そして共用サーバーでは同一アカウントのリソースが共有されるため、1サイトの処理が暴走すると他の全サイトも巻き添えで504になります。
今後の対策
同じ事態を防ぐために、以下の対策が有効です。
1. バックアップの一括削除を避ける
大量のバックアップファイルを一度に削除せず、1〜2個ずつ時間を空けて削除する。削除と新規作成を同時に行わないことも重要です。
2. バックアップ操作はアクセスの少ない時間帯に行う
深夜帯でも他のcron処理(自動バックアップ、メール配信など)と重なる可能性があるため、サーバー負荷が低いことを確認してから操作する。
3. 不要なバックアップは日常的に整理する
溜め込んでから一気に削除するのではなく、バックアップ作成のたびに古いものを1つ削除するルーティンにする。
4. サーバープランの見直し
サーバー側が推奨する上位プラン(プレミアムなど)への変更を検討する。

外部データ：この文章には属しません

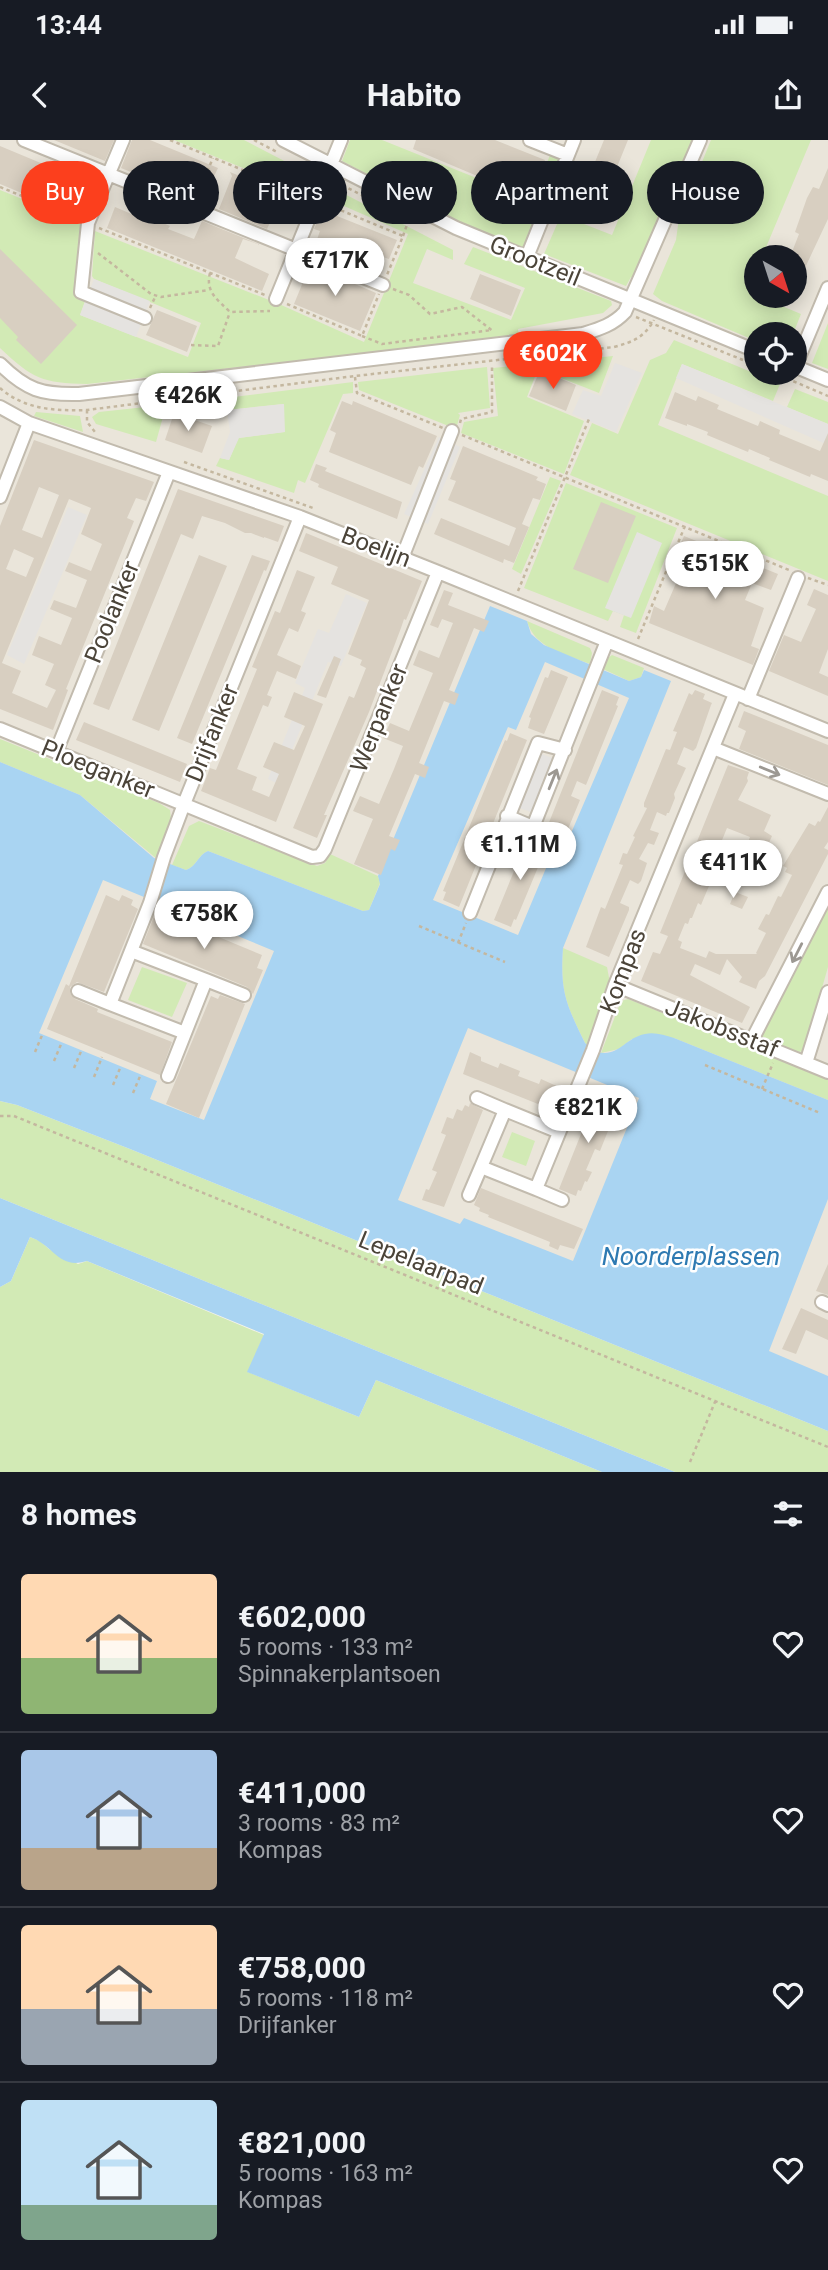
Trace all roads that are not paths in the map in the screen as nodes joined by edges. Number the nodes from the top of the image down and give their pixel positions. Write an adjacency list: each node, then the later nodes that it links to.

とくに複数サイトを運用している場合、ベーシックプランでは日常的にギリギリの可能性があります。
5. バックアッププラグインの見直し
All-in-One WP Migrationはサイト移行には便利ですが、定期バックアップ用途にはサーバー負荷の低い代替プラグインを検討するのも手です。
- UpdraftPlus:バックアップの分割処理に対応しており、サーバー負荷が比較的低い
- BackWPup:外部ストレージ(Dropbox、S3など)への直接バックアップに対応
まとめ
| 項目 | 内容 |
|---|---|
| 原因 | All-in-One WP Migrationのバックアップ8個削除+新規作成でCPU/メモリ100% |
| 影響 | 同一サーバーの全サイトが約3時間 504 Gateway Timeout |
| 効果なし | プラグイン無効化、PHPバージョン変更 |
| 復旧 | サーバープロセスの自然終了を待つ(約3時間) |
| 対策 | バックアップの一括操作を避ける・プラン見直し・プラグイン変更の検討 |
バックアップは「安心のための操作」のはずが、やり方を間違えるとサイト全体をダウンさせるリスクがあります。
共用サーバーでは特に、リソースを意識した慎重な操作を心がけましょう。